§ **GIVEN RECORDS**
########################################

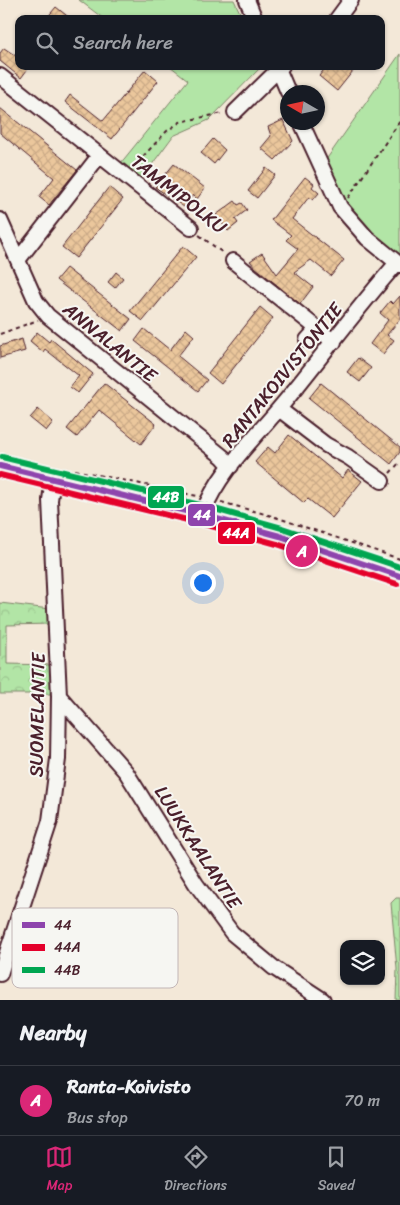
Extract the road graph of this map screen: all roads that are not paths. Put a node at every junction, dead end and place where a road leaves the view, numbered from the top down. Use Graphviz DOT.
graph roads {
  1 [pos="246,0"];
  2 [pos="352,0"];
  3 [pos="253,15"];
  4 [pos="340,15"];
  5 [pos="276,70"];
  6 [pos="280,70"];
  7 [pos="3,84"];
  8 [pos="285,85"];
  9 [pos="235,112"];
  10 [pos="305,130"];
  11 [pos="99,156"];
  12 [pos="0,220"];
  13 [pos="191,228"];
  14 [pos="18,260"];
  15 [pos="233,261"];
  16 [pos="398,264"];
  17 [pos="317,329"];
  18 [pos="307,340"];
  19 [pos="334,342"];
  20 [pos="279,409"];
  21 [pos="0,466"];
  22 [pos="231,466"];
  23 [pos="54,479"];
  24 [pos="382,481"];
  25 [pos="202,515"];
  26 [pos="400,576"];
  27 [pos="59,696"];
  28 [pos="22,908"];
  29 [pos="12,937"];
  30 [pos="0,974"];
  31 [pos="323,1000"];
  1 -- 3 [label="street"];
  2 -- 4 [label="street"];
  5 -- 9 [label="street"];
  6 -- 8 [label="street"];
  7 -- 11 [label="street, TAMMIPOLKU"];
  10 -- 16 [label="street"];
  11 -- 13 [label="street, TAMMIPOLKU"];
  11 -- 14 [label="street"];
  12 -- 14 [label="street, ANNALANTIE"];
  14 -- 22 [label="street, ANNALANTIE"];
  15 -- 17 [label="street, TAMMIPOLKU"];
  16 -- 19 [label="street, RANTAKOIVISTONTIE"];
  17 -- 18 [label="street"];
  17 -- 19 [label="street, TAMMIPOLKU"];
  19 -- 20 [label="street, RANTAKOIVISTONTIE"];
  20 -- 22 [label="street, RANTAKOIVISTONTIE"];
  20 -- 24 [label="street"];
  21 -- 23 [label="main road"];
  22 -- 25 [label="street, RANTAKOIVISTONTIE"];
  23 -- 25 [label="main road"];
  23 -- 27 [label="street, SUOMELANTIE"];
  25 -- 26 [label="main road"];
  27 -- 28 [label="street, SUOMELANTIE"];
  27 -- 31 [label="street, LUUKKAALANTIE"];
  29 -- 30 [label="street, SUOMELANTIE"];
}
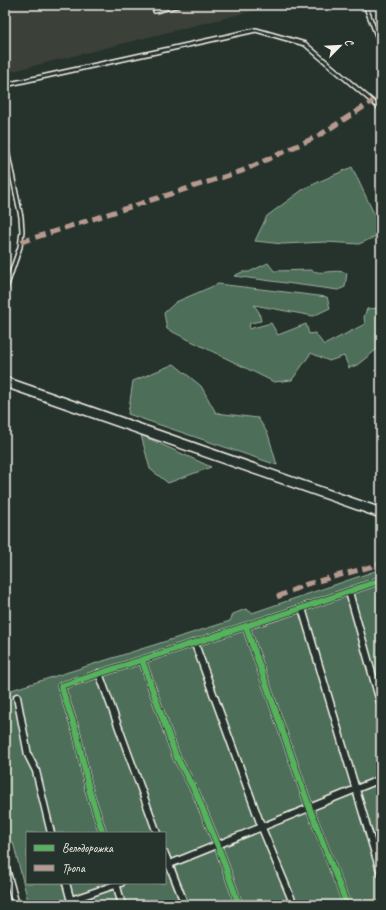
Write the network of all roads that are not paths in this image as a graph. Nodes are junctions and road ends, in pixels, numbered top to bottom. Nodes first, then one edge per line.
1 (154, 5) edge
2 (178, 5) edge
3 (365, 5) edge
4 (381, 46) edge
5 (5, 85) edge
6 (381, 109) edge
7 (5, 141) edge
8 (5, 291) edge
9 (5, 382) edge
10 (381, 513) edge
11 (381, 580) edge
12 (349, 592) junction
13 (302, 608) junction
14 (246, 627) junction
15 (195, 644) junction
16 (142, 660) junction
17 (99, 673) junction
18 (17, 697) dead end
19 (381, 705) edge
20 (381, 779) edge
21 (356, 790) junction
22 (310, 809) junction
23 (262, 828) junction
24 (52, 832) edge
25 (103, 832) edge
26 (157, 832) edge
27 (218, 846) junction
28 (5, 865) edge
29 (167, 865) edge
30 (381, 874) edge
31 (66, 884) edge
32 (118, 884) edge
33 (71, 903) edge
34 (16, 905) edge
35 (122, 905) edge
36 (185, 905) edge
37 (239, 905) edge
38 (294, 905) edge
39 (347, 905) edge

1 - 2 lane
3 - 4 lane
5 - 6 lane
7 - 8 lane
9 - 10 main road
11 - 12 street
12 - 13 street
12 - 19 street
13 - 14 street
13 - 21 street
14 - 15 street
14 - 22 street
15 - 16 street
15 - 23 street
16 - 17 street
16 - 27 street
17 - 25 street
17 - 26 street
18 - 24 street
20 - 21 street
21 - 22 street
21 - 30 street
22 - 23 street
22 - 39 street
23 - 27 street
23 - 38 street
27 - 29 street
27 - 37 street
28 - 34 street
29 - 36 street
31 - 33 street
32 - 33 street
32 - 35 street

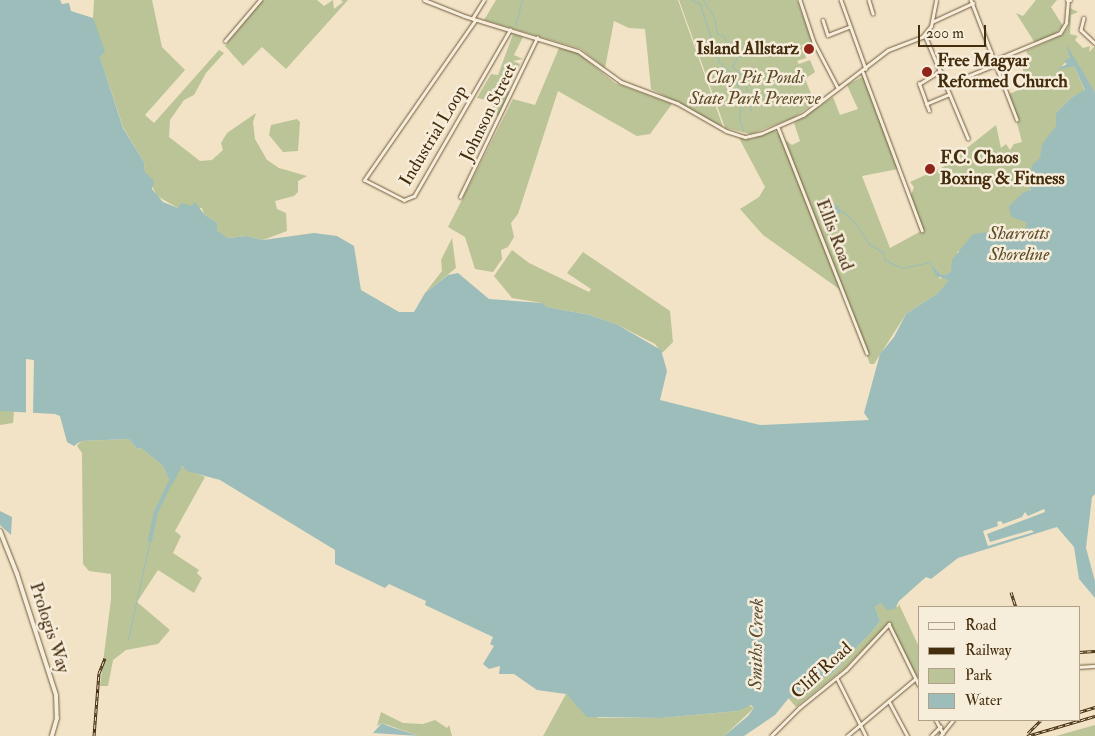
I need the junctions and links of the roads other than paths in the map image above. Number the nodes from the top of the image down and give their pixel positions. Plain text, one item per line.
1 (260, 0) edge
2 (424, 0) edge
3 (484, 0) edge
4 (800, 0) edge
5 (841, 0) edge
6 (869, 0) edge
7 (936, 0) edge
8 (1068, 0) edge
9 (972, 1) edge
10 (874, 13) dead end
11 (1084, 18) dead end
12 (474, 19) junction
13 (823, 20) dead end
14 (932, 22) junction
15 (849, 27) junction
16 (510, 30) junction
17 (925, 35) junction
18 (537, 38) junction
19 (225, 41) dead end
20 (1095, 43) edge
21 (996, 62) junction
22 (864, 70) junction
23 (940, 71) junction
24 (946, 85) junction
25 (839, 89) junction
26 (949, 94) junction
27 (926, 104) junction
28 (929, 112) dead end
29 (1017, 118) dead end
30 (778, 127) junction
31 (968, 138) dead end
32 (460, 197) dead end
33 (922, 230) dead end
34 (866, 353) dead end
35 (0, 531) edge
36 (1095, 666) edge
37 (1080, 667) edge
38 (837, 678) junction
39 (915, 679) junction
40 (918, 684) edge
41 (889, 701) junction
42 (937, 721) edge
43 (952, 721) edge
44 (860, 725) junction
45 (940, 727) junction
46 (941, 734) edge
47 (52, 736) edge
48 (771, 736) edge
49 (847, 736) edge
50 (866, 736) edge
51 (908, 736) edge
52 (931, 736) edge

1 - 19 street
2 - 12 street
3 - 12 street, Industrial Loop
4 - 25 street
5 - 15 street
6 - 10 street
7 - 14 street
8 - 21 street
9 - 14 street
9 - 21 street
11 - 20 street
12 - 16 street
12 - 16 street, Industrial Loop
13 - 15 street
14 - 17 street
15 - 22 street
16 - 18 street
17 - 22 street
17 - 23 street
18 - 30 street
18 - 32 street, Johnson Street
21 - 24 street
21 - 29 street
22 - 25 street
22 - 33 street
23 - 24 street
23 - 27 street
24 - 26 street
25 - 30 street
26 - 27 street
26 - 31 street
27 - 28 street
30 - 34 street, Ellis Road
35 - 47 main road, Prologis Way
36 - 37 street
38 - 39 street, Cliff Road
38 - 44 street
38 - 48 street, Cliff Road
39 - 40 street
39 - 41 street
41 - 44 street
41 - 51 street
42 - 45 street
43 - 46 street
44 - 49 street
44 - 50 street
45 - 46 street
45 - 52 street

########################################

§ **EXERCISE PROMPT**
Apart from the pictures, every line of the material above is to be returned word for word.

§ **EXERCISE RESULT**
Extract the road graph of this map screen: all roads that are not paths. Put a node at every junction, dead end and place where a road leaves the view, numbered from the top down. Use Graphviz DOT.
graph roads {
  1 [pos="246,0"];
  2 [pos="352,0"];
  3 [pos="253,15"];
  4 [pos="340,15"];
  5 [pos="276,70"];
  6 [pos="280,70"];
  7 [pos="3,84"];
  8 [pos="285,85"];
  9 [pos="235,112"];
  10 [pos="305,130"];
  11 [pos="99,156"];
  12 [pos="0,220"];
  13 [pos="191,228"];
  14 [pos="18,260"];
  15 [pos="233,261"];
  16 [pos="398,264"];
  17 [pos="317,329"];
  18 [pos="307,340"];
  19 [pos="334,342"];
  20 [pos="279,409"];
  21 [pos="0,466"];
  22 [pos="231,466"];
  23 [pos="54,479"];
  24 [pos="382,481"];
  25 [pos="202,515"];
  26 [pos="400,576"];
  27 [pos="59,696"];
  28 [pos="22,908"];
  29 [pos="12,937"];
  30 [pos="0,974"];
  31 [pos="323,1000"];
  1 -- 3 [label="street"];
  2 -- 4 [label="street"];
  5 -- 9 [label="street"];
  6 -- 8 [label="street"];
  7 -- 11 [label="street, TAMMIPOLKU"];
  10 -- 16 [label="street"];
  11 -- 13 [label="street, TAMMIPOLKU"];
  11 -- 14 [label="street"];
  12 -- 14 [label="street, ANNALANTIE"];
  14 -- 22 [label="street, ANNALANTIE"];
  15 -- 17 [label="street, TAMMIPOLKU"];
  16 -- 19 [label="street, RANTAKOIVISTONTIE"];
  17 -- 18 [label="street"];
  17 -- 19 [label="street, TAMMIPOLKU"];
  19 -- 20 [label="street, RANTAKOIVISTONTIE"];
  20 -- 22 [label="street, RANTAKOIVISTONTIE"];
  20 -- 24 [label="street"];
  21 -- 23 [label="main road"];
  22 -- 25 [label="street, RANTAKOIVISTONTIE"];
  23 -- 25 [label="main road"];
  23 -- 27 [label="street, SUOMELANTIE"];
  25 -- 26 [label="main road"];
  27 -- 28 [label="street, SUOMELANTIE"];
  27 -- 31 [label="street, LUUKKAALANTIE"];
  29 -- 30 [label="street, SUOMELANTIE"];
}
Write the network of all roads that are not paths in this image as a graph. Nodes are junctions and road ends, in pixels, numbered top to bottom. Nodes first, then one edge per line.
1 (154, 5) edge
2 (178, 5) edge
3 (365, 5) edge
4 (381, 46) edge
5 (5, 85) edge
6 (381, 109) edge
7 (5, 141) edge
8 (5, 291) edge
9 (5, 382) edge
10 (381, 513) edge
11 (381, 580) edge
12 (349, 592) junction
13 (302, 608) junction
14 (246, 627) junction
15 (195, 644) junction
16 (142, 660) junction
17 (99, 673) junction
18 (17, 697) dead end
19 (381, 705) edge
20 (381, 779) edge
21 (356, 790) junction
22 (310, 809) junction
23 (262, 828) junction
24 (52, 832) edge
25 (103, 832) edge
26 (157, 832) edge
27 (218, 846) junction
28 (5, 865) edge
29 (167, 865) edge
30 (381, 874) edge
31 (66, 884) edge
32 (118, 884) edge
33 (71, 903) edge
34 (16, 905) edge
35 (122, 905) edge
36 (185, 905) edge
37 (239, 905) edge
38 (294, 905) edge
39 (347, 905) edge

1 - 2 lane
3 - 4 lane
5 - 6 lane
7 - 8 lane
9 - 10 main road
11 - 12 street
12 - 13 street
12 - 19 street
13 - 14 street
13 - 21 street
14 - 15 street
14 - 22 street
15 - 16 street
15 - 23 street
16 - 17 street
16 - 27 street
17 - 25 street
17 - 26 street
18 - 24 street
20 - 21 street
21 - 22 street
21 - 30 street
22 - 23 street
22 - 39 street
23 - 27 street
23 - 38 street
27 - 29 street
27 - 37 street
28 - 34 street
29 - 36 street
31 - 33 street
32 - 33 street
32 - 35 street

I need the junctions and links of the roads other than paths in the map image above. Number the nodes from the top of the image down and give their pixel positions. Plain text, one item per line.
1 (260, 0) edge
2 (424, 0) edge
3 (484, 0) edge
4 (800, 0) edge
5 (841, 0) edge
6 (869, 0) edge
7 (936, 0) edge
8 (1068, 0) edge
9 (972, 1) edge
10 (874, 13) dead end
11 (1084, 18) dead end
12 (474, 19) junction
13 (823, 20) dead end
14 (932, 22) junction
15 (849, 27) junction
16 (510, 30) junction
17 (925, 35) junction
18 (537, 38) junction
19 (225, 41) dead end
20 (1095, 43) edge
21 (996, 62) junction
22 (864, 70) junction
23 (940, 71) junction
24 (946, 85) junction
25 (839, 89) junction
26 (949, 94) junction
27 (926, 104) junction
28 (929, 112) dead end
29 (1017, 118) dead end
30 (778, 127) junction
31 (968, 138) dead end
32 (460, 197) dead end
33 (922, 230) dead end
34 (866, 353) dead end
35 (0, 531) edge
36 (1095, 666) edge
37 (1080, 667) edge
38 (837, 678) junction
39 (915, 679) junction
40 (918, 684) edge
41 (889, 701) junction
42 (937, 721) edge
43 (952, 721) edge
44 (860, 725) junction
45 (940, 727) junction
46 (941, 734) edge
47 (52, 736) edge
48 (771, 736) edge
49 (847, 736) edge
50 (866, 736) edge
51 (908, 736) edge
52 (931, 736) edge

1 - 19 street
2 - 12 street
3 - 12 street, Industrial Loop
4 - 25 street
5 - 15 street
6 - 10 street
7 - 14 street
8 - 21 street
9 - 14 street
9 - 21 street
11 - 20 street
12 - 16 street
12 - 16 street, Industrial Loop
13 - 15 street
14 - 17 street
15 - 22 street
16 - 18 street
17 - 22 street
17 - 23 street
18 - 30 street
18 - 32 street, Johnson Street
21 - 24 street
21 - 29 street
22 - 25 street
22 - 33 street
23 - 24 street
23 - 27 street
24 - 26 street
25 - 30 street
26 - 27 street
26 - 31 street
27 - 28 street
30 - 34 street, Ellis Road
35 - 47 main road, Prologis Way
36 - 37 street
38 - 39 street, Cliff Road
38 - 44 street
38 - 48 street, Cliff Road
39 - 40 street
39 - 41 street
41 - 44 street
41 - 51 street
42 - 45 street
43 - 46 street
44 - 49 street
44 - 50 street
45 - 46 street
45 - 52 street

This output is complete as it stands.